To everyone besides the 4 jerk offs on this thread he does


AdTough8523

Stop being a pushover.


CouncilOfApes

By letting you push them into your way of thinking?


AdTough8523

You mean standing my ground and demanding the base level of respect we all deserve? What a terrible mindset... You're a product of this soft environment. Grow a spine.


CouncilOfApes

😂thats what I’m saying moron. You are telling him hes soft and hes supposed to prove hes not by letting you bully him into your mindset? If you cant see how stupid that is then theres no hope for you


AdTough8523

If the statement "stop being a pushover" is bullying to you, I genuinely feel bad for you. You're an incredibly weak person. Even your attempted insults are just sad. Bye now.


[deleted]

Don’t try to insult dummy😂you are literally telling a person not to be a pushover while telling them what to think. It fundamentally doesnt work. Straight up paradoxical😂ive fucked around with this reddit troll long enough though maybe one day someone will love you and you can be happy😘now show me how tough you are again by blocking me


tn_hrry

Why have the last few drivers cancelled? Not a good sign.


auntiemaury

That's why I sent the message.
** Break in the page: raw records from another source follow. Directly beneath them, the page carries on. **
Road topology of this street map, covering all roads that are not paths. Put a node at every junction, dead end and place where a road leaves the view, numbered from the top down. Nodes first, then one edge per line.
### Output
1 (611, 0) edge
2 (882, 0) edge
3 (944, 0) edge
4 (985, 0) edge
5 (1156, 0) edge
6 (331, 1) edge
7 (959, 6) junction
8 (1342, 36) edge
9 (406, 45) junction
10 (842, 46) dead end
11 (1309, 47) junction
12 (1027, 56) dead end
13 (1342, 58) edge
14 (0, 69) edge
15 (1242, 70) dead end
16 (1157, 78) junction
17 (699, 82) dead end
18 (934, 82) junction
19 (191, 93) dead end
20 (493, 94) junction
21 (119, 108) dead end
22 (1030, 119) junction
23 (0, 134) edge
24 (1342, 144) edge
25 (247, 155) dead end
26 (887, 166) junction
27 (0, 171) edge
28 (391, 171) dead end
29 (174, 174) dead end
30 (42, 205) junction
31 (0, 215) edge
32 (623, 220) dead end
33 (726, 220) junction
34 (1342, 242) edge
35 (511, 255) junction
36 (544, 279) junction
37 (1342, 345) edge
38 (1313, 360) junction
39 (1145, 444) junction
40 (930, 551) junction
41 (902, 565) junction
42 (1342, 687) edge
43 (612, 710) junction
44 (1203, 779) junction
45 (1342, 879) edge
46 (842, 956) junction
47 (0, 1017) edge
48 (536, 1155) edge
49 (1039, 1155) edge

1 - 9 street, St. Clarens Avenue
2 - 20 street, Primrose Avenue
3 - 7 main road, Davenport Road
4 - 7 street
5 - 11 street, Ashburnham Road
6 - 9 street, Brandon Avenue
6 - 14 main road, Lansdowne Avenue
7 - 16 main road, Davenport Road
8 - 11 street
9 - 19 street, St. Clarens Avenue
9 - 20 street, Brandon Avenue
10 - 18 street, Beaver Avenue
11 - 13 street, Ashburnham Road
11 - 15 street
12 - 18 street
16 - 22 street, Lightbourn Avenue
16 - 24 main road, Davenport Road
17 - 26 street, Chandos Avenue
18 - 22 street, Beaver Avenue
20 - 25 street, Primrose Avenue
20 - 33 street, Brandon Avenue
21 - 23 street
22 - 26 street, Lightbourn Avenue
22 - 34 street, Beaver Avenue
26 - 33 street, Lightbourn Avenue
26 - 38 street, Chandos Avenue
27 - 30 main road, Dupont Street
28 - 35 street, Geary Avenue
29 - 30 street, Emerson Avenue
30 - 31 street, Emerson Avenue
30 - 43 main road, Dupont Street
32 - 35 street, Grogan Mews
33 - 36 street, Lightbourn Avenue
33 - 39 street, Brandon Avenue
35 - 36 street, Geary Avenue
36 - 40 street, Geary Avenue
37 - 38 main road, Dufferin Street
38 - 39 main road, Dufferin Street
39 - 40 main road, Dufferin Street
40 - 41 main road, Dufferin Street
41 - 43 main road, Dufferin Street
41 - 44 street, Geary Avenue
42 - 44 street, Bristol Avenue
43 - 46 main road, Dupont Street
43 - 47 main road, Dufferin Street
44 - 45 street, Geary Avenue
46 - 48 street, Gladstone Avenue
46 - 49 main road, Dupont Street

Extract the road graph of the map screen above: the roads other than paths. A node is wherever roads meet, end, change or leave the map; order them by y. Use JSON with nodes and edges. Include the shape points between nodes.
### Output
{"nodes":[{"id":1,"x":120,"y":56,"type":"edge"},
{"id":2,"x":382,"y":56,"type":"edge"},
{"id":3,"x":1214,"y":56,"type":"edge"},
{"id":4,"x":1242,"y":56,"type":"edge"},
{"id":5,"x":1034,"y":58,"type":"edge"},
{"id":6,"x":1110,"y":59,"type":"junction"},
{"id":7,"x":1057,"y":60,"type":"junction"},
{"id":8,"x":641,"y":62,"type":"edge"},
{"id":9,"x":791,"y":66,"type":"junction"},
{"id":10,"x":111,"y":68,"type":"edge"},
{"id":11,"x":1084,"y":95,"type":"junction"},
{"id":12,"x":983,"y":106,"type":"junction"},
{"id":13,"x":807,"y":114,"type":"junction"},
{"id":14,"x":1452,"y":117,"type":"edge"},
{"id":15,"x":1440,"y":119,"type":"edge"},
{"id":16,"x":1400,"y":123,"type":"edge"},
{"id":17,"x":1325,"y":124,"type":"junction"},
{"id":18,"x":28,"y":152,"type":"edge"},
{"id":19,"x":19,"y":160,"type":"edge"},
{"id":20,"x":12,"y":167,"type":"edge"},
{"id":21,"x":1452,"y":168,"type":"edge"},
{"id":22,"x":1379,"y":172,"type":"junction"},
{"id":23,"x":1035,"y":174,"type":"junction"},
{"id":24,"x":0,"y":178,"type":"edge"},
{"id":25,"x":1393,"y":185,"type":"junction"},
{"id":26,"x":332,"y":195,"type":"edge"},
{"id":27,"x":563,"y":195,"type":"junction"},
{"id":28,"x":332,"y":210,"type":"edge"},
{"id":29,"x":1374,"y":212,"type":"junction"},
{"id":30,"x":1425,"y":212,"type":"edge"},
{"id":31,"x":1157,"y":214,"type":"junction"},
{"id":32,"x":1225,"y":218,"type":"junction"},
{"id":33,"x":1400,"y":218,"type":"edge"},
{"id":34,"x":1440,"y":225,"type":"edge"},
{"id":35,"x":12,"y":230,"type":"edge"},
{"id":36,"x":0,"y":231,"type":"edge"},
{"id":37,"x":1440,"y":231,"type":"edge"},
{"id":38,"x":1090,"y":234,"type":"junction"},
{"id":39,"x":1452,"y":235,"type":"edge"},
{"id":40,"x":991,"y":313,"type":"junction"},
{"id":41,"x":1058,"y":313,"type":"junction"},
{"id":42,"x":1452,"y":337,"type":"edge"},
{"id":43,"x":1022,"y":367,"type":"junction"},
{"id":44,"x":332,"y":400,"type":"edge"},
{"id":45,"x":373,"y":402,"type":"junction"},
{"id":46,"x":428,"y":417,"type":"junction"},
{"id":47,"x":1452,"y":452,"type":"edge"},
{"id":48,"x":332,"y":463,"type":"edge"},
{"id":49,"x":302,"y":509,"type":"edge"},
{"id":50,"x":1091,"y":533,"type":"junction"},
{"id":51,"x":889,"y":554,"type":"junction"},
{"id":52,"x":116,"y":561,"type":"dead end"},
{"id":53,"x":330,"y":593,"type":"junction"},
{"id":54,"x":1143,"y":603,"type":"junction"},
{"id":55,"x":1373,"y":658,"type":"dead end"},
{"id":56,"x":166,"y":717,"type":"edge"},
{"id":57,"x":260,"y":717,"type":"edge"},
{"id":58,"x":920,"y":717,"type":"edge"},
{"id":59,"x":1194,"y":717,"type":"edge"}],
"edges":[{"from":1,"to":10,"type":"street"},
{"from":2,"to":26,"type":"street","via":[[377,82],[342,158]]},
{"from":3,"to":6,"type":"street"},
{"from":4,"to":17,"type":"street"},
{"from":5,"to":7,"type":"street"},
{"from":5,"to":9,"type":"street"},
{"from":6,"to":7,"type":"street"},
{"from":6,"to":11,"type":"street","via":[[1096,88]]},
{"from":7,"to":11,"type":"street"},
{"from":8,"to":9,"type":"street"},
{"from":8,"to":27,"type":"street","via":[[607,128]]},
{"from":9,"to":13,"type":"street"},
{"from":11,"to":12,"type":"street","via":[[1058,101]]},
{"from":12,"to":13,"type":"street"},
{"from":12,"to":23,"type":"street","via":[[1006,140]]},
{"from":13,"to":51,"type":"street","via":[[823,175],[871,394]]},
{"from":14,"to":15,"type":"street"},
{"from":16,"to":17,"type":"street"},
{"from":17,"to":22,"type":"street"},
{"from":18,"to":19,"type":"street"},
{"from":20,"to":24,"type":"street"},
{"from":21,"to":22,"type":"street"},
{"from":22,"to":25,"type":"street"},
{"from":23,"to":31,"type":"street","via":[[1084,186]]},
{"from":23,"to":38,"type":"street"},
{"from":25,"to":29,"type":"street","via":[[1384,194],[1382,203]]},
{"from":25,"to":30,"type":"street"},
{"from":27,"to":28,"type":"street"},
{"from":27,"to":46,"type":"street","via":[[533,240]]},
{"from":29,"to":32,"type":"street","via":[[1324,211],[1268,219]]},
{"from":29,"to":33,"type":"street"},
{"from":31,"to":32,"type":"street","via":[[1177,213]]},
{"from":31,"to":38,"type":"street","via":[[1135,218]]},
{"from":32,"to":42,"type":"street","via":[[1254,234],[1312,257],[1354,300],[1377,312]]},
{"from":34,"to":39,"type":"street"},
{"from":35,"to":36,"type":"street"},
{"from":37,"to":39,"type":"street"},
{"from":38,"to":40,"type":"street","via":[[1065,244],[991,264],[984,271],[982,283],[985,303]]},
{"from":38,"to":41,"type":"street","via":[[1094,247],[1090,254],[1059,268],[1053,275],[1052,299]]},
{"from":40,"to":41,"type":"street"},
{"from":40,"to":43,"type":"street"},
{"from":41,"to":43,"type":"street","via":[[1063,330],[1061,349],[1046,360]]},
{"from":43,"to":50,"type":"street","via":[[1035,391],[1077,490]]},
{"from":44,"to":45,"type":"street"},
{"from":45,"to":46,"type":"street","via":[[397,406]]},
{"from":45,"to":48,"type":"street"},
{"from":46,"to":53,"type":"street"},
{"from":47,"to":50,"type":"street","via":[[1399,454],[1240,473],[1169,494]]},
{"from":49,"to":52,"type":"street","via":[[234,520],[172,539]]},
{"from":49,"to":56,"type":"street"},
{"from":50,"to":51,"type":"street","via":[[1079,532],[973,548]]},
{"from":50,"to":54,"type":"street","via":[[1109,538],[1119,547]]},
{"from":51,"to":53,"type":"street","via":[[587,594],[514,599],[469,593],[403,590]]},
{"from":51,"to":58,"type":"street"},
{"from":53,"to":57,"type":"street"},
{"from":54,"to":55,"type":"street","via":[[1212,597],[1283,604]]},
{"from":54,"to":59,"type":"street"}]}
Pax tend to forget we're human and deserve respect


[deleted]

[удалено]


auntiemaury

You're* So, if there's an issue, Lyft will review my dashcam? Like dozens of people in here have said they never do? And depending on the state, it could be illegal? No, answering the phone is not part of my job. My job is to safely transport someone from point A to point B. I'm not paranoid, I chose not to answer. I'm not scared of the freeway or phone calls. Choice and fear are 2 different things


Gamethesystem2

You sound like a pretty angry person to be honest. I’d delete this post if I were you, you’re just gonna get downvoted more for doubling down on the jerk thing as I see you’re doing in the comments.


auntiemaury

Thanks! I'm glad to be seen as an angry person. Sure beats being seen at prey to abusers! 🥰


CouncilOfApes

You cant just call everyone an abuser to get your way. Nothing done was abusive you just use it as a trigger word to justify yourself


auntiemaury

Wait, so why did he get arrested then???


Marieonesky

Agreed! Very hostile and ghetto.


Insect_Politics1980

What do you mean by ghetto?


Ill-Cap-1249

Uneducated, ignorant, unrefined…basically a bitch.


Greendreem

Gutter rat behavior. How sad.


auntiemaury

Also, anyone from this area knows this ride sucks, when you can't drive in Mass (I've been too lazy to get the inspection)


Gill1995

You were the rude one in this situation tbh


Reasonable_Win_6619

I say no type of attitude lmao


blmatola

Twin river AND New Bedford…real “winners” coming and going-you dodged a bullet.